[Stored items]
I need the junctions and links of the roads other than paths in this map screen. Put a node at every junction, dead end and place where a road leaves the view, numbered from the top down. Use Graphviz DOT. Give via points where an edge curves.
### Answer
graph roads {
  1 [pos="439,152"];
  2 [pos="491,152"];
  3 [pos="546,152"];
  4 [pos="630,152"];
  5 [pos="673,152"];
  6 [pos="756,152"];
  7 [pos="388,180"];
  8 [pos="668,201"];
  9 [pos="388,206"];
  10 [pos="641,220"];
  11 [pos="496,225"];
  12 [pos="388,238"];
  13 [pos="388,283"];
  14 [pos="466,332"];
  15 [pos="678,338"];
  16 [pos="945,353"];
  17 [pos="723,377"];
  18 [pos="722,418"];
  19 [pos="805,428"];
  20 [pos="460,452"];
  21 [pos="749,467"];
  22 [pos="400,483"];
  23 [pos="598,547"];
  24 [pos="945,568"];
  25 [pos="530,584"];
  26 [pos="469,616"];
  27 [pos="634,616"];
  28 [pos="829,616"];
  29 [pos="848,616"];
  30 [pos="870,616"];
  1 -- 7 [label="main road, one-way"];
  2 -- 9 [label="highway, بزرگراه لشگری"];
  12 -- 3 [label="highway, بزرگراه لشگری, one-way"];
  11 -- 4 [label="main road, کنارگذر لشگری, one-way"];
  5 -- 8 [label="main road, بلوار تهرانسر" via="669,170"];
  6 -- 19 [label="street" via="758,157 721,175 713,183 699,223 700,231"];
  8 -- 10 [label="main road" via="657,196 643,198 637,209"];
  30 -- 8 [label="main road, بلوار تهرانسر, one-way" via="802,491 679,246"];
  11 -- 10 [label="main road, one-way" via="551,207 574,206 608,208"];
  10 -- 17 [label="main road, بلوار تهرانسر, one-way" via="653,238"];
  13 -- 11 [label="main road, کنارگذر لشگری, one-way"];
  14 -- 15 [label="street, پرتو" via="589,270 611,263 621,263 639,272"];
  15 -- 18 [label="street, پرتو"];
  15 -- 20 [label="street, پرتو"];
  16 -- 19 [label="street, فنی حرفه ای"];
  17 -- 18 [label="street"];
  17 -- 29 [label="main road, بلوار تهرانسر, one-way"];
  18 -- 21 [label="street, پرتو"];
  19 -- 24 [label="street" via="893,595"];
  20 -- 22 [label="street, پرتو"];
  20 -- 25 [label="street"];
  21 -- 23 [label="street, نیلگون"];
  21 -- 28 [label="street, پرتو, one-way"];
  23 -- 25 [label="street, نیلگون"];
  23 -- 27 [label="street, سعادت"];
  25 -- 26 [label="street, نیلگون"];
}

> **About this exercise**
For each line of the data that has the word "لشگری", report that line.

> **Reply**
  2 -- 9 [label="highway, بزرگراه لشگری"];
  12 -- 3 [label="highway, بزرگراه لشگری, one-way"];
  11 -- 4 [label="main road, کنارگذر لشگری, one-way"];
  13 -- 11 [label="main road, کنارگذر لشگری, one-way"];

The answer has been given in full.